I've already explained how something could have exploded in #4. The water in the spent fuel pool could have had up to 1/10 kiloton of explosive force, simply from being superheated under 2 atm of pressure - the pressure under 40 feet of water. 1E10 grams in the pool, 4 J/g/C, 25 C over 1-atm boiling point... once you do the math, it's clear that if even a small fraction of the pool's volume were unable to cool by convection, the resulting burp of steam could easily take out the building.

BTW, my alias is looking more cryptic to me all the time, and that wasn't my intention. I'm Chris Phoenix, and my email is my alias at gmail.com. Nice to meet you all.
 
  • #4,111
bytepirate said:
something else is very hard to explain:
if the hydrogen was produced by a zircaloy reaction, this means the assemblies must have been exposed to the air. right?
but there was no water added to the pool until 4 days after the explosion.
actually, they put big efforts to spray water on the #3 SFP, before they started with #4.

questions to be answered (find my answers in {}):
- was fuel in #4 exposed? {no}
- if not: could enough hydrogen have been produced (radiation decomposition, steam)? {no}
- if yes: why was the fuel covered after the explosion (why did TEPCO obviously did not worry about exposed fuel, + #4 was [only] INES 3 rated after the explosion [weak evidence though]) {i have posted a thesis on this before, but it is too weird to be true}

if the reason for the destruction of #4 was *not* hydrogen:
- could #4 has been damaged by an explosion in #3? {no}
- as no damage to #4 has been observed: was there a second explosion in #3? {no}
- if yes, what kind of explosion in #3 could have an impact on #4 as observed (must have been very directed, no damage to #2...)? {no}
- what else could have exploded in #4? {nothing}

if all my answers are correct, unit 4 has not exploded at all...

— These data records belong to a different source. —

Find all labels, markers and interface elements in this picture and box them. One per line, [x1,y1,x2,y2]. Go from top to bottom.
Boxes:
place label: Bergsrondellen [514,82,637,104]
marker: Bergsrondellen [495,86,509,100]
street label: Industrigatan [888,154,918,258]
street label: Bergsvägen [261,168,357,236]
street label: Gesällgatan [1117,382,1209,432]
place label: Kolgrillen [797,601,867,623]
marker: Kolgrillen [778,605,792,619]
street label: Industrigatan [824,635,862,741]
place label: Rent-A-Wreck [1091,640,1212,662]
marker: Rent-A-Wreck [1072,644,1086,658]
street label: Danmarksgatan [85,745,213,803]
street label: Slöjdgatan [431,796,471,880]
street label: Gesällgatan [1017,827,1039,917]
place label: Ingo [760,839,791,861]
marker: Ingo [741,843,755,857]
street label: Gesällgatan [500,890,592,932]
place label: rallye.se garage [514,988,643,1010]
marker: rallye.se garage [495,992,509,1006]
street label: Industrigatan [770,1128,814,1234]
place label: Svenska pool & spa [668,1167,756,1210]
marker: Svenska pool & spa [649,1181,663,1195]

Cryptome.org has an assesment from the NRC where they say the fuel in the #4 SFP might have been partially uncovered , producing hydrogen :

http://cryptome.org/0003/daiichi-assess.pdf
 
  • #4,112
TCups said:
OK, but I meant what do you think about something having fallen into the northeast corner of the roof of Building 4?
I know I hadn't formulated answers to your question yet.
I like to speculate when I have some form of intimate conviction, and right now I do not and I'm not sure I clearly grasp the things that I'm seeing.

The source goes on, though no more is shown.